Find the lines of data that contain the string "image", then list them.
Input data below:
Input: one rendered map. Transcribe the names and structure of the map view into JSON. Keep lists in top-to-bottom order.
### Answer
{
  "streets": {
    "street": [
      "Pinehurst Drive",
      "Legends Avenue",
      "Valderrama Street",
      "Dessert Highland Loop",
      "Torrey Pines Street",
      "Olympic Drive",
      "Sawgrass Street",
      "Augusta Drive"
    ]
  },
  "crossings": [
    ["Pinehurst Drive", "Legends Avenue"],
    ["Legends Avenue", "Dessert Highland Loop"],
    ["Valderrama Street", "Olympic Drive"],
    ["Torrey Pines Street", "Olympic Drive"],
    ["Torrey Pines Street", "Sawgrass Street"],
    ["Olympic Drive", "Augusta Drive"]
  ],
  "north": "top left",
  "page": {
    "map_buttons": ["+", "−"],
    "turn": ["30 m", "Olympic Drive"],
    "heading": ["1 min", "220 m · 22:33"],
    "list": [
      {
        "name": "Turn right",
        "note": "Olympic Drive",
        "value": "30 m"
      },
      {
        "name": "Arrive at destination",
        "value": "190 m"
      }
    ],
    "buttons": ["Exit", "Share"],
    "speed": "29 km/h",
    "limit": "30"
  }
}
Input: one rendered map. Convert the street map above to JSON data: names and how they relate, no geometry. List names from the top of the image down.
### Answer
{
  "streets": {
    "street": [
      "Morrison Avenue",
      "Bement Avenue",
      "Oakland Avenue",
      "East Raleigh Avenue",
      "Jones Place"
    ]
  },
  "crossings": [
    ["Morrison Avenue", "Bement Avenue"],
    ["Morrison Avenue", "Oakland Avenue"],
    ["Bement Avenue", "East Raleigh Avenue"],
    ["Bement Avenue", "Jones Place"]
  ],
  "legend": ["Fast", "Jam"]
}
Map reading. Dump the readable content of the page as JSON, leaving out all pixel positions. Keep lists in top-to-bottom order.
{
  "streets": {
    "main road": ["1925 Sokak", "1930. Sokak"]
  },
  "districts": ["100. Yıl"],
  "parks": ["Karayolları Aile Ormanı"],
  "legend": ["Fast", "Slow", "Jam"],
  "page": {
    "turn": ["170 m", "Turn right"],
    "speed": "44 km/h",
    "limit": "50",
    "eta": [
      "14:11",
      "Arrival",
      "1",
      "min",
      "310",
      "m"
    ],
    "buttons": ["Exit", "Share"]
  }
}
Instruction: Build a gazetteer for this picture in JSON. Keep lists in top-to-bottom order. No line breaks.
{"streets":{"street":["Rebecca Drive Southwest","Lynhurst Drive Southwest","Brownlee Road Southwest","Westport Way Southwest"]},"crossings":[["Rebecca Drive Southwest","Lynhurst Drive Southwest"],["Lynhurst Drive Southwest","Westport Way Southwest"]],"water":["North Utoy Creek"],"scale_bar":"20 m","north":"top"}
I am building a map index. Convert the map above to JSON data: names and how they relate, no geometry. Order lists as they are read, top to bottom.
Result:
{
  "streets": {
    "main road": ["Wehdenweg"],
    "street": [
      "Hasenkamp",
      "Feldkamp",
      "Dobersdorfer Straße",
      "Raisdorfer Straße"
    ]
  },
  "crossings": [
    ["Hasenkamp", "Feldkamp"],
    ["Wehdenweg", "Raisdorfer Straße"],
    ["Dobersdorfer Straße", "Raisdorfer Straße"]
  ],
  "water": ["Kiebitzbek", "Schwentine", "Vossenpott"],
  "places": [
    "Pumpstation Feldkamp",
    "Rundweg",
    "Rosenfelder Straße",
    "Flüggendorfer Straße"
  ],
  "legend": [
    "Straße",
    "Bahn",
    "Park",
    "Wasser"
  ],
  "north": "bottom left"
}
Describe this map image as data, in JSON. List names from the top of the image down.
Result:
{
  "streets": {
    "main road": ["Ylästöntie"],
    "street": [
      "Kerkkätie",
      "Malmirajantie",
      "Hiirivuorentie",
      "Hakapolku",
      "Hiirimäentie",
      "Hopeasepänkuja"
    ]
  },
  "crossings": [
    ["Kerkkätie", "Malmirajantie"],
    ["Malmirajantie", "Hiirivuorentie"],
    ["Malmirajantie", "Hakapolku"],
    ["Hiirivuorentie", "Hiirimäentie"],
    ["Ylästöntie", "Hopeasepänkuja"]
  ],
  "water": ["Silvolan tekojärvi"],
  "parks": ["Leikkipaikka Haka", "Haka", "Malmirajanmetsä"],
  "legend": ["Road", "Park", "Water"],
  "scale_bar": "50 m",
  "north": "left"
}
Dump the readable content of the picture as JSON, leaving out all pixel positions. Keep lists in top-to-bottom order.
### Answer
End of Input data.
Solution to this exercise:
Input: one rendered map. Convert the street map above to JSON data: names and how they relate, no geometry. List names from the top of the image down.
Describe this map image as data, in JSON. List names from the top of the image down.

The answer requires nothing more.